In 1914, Phillips sold his oil interests to his elder brothers. He started on his own as an individual oil producer, refiner and marketer. His fully integrated and extensive oil operations lasted almost 40 years. After 1918, he had his headquarters in Tulsa, Oklahoma. While in Tulsa, Phillips built several office complexes, such as the Philtower and Philcade Buildings. He also had a mansion built, the 72-room Italian Renaissance-style Villa Philbrook. In 1938 during the Great Depression, Phillips donated his immense home to the city of Tulsa, which adapted it into the Philbrook Museum of Art. Each of these buildings has been listed on the National Register of Historic Places. After donating the mansion to the city, Phillips and his wife Genevieve moved into a 23-room 3000 sqft penthouse residence that he had added to the Philcade in 1937. That became their primary residence in Tulsa until Waite sold the building in 1942.

In addition to his oil business, Phillips was actively engaged in banking, city real estate developments and the operation of ranches in several Rocky Mountain regions. His first choice of ranches were lands in the western foothills of the Sangre de Cristo Mountains near Cimarron, New Mexico, acquired in 1922. After disposing of his other ranches, he developed the 300000 acre UU Ranch into diversified farming and livestock operations. Waite built the Villa Philmonte as his summer house. On the ranch, he also built mountain trails, a hunting lodge and a fishing lodge, all of which he found to be restful retreats from business pressures in Tulsa.

==Philanthropy==
Phillips sometimes allowed others to visit his ranch, including a few Boy Scout troops. In 1938 and 1941, Phillips donated 127000 acre of his Ranch to the Boy Scouts of America, complete with water, mineral and timber rights. The only condition was that it be used "for the benefit of the members of the Boy Scout organization" and the second larger donation had only the condition that it pay its fair share of taxes on any portion devoted to competitive commercial operations. As an endowment, he donated the 23-story Philtower Building in Tulsa. These donations were made without any rights of management reserved by the donor. All equipment and livestock were included in the gift with the idea that diversified ranch operations would provide educational benefits to Boy Scouts and would add to the endowment income. In honor of Phillips, the Boy Scouts of America renamed the newly donated land Philturn Rocky Mountain Scout Camp. Later the property was renamed Philmont Scout Ranch. His son Chope visited frequently, until his passing in 2015 at age 97.

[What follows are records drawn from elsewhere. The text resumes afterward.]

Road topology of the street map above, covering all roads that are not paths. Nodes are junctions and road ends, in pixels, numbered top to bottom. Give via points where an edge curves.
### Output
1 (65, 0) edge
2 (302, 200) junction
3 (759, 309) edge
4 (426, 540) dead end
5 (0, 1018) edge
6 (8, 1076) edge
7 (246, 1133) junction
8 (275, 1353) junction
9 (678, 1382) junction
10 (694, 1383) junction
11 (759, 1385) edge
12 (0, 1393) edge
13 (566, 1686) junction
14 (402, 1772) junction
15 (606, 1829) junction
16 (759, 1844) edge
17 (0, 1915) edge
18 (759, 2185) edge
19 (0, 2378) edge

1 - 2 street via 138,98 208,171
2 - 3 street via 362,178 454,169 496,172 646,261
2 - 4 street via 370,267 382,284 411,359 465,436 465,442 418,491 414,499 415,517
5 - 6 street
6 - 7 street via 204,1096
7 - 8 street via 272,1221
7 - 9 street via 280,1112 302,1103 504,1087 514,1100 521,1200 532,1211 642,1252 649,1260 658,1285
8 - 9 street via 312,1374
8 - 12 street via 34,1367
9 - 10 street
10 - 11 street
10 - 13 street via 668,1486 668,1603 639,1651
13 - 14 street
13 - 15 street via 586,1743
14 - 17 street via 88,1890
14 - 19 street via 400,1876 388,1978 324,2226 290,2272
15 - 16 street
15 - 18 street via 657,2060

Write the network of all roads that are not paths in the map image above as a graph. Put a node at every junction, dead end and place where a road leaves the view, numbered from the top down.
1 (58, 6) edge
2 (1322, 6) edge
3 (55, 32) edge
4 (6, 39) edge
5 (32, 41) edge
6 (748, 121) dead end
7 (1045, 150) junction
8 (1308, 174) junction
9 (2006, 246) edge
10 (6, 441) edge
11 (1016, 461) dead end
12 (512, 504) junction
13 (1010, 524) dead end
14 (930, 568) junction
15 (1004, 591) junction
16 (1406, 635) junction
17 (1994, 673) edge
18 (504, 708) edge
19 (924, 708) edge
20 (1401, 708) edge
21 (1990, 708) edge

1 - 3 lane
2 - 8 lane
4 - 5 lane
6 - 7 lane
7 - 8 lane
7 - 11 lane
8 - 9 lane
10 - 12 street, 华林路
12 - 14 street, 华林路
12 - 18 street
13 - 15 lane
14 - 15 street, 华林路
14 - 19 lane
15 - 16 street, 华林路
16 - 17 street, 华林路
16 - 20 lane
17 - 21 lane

Phillips died in 1964 and a primary beneficiary of his estate was the University of Southern California. USC built a 12-story building, named the "Waite Phillips Hall", which was dedicated in 1968.

In 1943, Phillips was inducted into the Oklahoma Hall of Fame.

==Marriage and family==
In 1909, he married Genevieve Elliott in Knoxville, Iowa. Waite and Genevieve had two children, Helen Jane (July 1, 1911 – May 19, 1963; age 52) and Elliott "Chope" Waite (January 11, 1918 – April 26, 2015). Helen Jane married baseball player and attorney William R. Breckinridge.

Waite Phillips died on January 27, 1964, at age 81. Waite and Genevieve Phillips are buried in Westwood Village Memorial Park Cemetery in Los Angeles, California.